The chiffchaff (Phylloscopus collybita) is a summer migrant, a small, insectivorous warbler named after its repetitive summer call, which sounds like it’s saying its own name over and over. It doesn’t chiff chaff at this time of year, though, it hweets, from every tree.

Its scientific name (Phylloscopus) means ‘leaf seeker’ because it likes to eat insects such as aphids, caterpillars, gnats and midges from leaves, like my roses. This is why, as I keep telling anyone who will listen, we shouldn’t remove insects from our plants, we should always celebrate the fact that they are food for other species. What would the chiffchaff have to eat if I had removed the aphids? Or worse, what if the chiffchaff ate poisoned aphids that had been sprayed but not removed?

It’s olive green, with a pale eye stripe and a darker ‘eye brow’. It’s almost indistinguishable by sight from the willow warbler; they’re much better told apart by their different songs – the willow warbler has a watery warble rather than the obvious chiff chaff. Their contact calls differ too, the willow warbler’s is more of a hu-weet than a hweet. I see and hear willow warblers in the garden, too, but they are gone by this stage of autumn.

Both species breed in the UK in summer, and overwinter in southern and western Europe, southern Asia and North Africa (although more recently, thanks to climate change, some chiffchaffs avoid the long journey to overwintering grounds and remain here). Birds of wilder spaces, I see them only in spring and autumn, presumably just after they arrive and again before they leave – on country walks I hear them calling from the tops of trees but never catch a glimpse of them. My garden is a stepping stone, a place to spend a few days after making landfall following a long journey, and again to fatten up and gain strength before heading back. These fairy-like birds, which glide from tree to bush and make calls I usually hear only in the countryside, mark the seasons.

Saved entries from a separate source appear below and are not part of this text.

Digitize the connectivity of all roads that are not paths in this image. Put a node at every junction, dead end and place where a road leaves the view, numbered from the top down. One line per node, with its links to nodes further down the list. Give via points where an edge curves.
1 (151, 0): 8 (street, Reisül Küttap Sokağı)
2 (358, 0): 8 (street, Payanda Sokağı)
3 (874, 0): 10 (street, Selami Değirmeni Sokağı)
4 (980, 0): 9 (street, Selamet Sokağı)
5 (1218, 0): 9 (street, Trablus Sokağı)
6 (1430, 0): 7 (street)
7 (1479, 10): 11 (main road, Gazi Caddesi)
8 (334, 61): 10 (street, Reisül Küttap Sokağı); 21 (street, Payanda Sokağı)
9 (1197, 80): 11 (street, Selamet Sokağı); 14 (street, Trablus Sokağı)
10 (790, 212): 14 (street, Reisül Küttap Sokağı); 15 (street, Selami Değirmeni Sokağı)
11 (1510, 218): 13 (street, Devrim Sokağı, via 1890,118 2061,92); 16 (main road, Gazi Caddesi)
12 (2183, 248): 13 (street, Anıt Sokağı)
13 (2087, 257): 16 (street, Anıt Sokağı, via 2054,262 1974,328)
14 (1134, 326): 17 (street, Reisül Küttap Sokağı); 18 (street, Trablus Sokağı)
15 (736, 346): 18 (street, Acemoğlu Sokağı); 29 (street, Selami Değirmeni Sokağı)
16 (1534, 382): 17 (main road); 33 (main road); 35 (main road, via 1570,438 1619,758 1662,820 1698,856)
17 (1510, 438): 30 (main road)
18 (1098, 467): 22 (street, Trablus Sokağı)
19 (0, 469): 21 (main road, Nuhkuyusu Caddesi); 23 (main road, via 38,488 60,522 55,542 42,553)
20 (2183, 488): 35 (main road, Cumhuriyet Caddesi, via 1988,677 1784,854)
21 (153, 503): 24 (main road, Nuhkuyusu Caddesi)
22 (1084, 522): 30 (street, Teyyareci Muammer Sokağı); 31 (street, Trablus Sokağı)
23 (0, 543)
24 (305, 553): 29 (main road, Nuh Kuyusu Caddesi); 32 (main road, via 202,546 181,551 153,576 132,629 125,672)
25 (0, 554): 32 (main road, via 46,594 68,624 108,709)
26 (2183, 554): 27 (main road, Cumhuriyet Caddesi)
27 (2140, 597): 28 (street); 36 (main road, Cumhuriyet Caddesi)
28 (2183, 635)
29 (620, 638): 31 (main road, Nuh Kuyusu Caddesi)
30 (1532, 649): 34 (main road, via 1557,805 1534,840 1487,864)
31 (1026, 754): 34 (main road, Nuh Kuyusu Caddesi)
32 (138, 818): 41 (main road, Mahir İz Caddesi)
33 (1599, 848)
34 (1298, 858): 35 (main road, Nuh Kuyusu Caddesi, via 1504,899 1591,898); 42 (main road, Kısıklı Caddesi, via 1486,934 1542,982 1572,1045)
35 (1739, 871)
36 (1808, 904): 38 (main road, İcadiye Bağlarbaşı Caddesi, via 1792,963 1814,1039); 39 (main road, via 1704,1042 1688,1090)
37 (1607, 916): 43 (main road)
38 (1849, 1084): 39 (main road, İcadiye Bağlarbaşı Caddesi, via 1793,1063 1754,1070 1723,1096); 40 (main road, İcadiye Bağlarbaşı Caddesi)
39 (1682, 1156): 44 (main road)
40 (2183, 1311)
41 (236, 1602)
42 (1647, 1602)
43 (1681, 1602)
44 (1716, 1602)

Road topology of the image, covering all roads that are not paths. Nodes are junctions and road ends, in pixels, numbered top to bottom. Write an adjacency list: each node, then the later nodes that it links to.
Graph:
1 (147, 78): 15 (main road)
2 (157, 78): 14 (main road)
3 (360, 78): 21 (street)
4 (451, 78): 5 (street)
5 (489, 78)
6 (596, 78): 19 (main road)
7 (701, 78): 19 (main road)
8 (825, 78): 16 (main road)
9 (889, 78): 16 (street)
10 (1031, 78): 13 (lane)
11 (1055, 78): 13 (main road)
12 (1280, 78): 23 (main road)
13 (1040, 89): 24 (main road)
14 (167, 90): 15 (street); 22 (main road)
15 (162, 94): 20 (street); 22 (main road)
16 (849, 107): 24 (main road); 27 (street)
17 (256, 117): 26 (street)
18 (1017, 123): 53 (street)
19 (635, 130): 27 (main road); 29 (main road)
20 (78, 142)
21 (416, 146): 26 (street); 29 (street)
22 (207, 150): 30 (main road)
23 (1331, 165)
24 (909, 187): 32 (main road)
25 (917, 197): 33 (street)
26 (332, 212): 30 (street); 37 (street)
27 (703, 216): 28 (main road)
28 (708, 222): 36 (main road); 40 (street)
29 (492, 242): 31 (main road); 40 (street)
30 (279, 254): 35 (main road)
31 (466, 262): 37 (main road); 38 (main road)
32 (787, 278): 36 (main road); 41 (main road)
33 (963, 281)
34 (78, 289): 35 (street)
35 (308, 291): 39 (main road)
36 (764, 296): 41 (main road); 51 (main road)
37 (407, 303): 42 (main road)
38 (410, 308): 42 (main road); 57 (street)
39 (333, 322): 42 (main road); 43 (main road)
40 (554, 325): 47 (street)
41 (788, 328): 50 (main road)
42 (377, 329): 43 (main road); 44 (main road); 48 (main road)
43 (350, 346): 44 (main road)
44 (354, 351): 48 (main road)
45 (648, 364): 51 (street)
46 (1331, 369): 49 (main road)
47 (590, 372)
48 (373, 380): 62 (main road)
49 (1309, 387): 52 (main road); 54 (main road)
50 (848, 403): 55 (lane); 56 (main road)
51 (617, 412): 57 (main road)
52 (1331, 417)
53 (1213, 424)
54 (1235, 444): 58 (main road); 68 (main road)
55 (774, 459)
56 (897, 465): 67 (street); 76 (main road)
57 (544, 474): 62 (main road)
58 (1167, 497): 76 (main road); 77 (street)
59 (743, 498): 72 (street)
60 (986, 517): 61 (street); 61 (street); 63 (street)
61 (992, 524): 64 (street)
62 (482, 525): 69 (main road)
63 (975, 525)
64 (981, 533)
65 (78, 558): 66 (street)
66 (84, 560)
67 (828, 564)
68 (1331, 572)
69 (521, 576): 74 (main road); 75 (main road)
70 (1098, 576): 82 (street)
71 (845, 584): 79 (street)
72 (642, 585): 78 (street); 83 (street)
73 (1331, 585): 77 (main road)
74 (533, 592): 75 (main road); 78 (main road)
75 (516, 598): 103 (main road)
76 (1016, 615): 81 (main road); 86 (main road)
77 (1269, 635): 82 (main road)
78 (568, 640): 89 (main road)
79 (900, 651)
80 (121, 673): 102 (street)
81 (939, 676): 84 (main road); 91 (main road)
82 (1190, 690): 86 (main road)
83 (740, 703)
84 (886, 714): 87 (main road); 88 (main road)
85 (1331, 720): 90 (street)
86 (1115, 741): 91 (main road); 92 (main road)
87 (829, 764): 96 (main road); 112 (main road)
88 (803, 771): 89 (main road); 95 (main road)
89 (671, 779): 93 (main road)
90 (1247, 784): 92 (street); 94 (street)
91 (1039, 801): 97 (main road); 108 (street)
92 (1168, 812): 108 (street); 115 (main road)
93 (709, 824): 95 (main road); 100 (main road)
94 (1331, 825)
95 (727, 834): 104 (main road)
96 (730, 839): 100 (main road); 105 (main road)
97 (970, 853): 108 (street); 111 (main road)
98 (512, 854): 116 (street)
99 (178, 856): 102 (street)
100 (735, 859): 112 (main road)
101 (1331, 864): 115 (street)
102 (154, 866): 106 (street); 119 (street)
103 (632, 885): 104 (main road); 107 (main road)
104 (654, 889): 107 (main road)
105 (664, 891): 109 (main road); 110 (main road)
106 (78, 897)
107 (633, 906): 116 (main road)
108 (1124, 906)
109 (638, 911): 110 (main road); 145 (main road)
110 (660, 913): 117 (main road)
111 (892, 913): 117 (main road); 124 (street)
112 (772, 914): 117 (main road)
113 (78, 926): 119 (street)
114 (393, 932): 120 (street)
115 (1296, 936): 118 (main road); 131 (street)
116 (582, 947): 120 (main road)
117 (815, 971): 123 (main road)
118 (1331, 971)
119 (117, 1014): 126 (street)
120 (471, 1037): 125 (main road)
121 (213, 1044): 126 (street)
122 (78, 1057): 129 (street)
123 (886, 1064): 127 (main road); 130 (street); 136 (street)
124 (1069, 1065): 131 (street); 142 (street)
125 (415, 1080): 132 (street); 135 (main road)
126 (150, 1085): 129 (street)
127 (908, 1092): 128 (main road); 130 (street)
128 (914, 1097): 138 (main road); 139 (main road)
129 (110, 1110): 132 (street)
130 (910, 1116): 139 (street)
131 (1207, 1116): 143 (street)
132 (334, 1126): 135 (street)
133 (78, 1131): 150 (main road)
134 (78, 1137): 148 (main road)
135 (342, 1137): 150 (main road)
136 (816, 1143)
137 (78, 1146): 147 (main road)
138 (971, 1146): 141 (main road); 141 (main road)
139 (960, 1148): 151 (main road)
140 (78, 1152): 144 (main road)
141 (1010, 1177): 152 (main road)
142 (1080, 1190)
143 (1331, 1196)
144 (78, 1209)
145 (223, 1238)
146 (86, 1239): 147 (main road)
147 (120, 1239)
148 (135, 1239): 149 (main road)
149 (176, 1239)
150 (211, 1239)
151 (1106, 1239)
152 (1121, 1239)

There have been other migrants of late, too – swallows and house martins in their hundreds. I watch them flying over the garden, in the park, on the high street. Like the chiffchaff, they also head south for winter, travelling great distances to reach their African wintering grounds. House martins do sometimes nest in the suburbs, but swallows, like chiffchaffs, are countryside birds. It’s strange watching them now, in such an urban setting. Strange watching them above the traffic and noise of the urban sprawl of Portslade. What are they doing here? The same as the chiffchaffs – flying south from wherever they nested in the UK; Brighton is the last bit of land before they cross the Channel. They need insects to fuel their journeys, they need our gardens with leaves and trees and an absence of bug sprays; we gardeners can help them on their way. In the park, with the dog, I watch a lone swallow quarter above ground, navigating around children playing football and dogs being idiots, a random dumped armchair, the scout hut, litter. It goes round and round and round, jerking left here and right there, avoiding this and that or moving suddenly for a morsel of food. Tosca and her best friend Alfie gambolling in the background, Alfie’s mum Rhi and I chatting about our days. I think about the land the swallows used to find here. Before the park was a park it was a landfill site and before that ‘waste land’, a brick pit, fields. When did this parcel of land last have nesting swallows? Last have nesting chiffchaffs? Will it ever again?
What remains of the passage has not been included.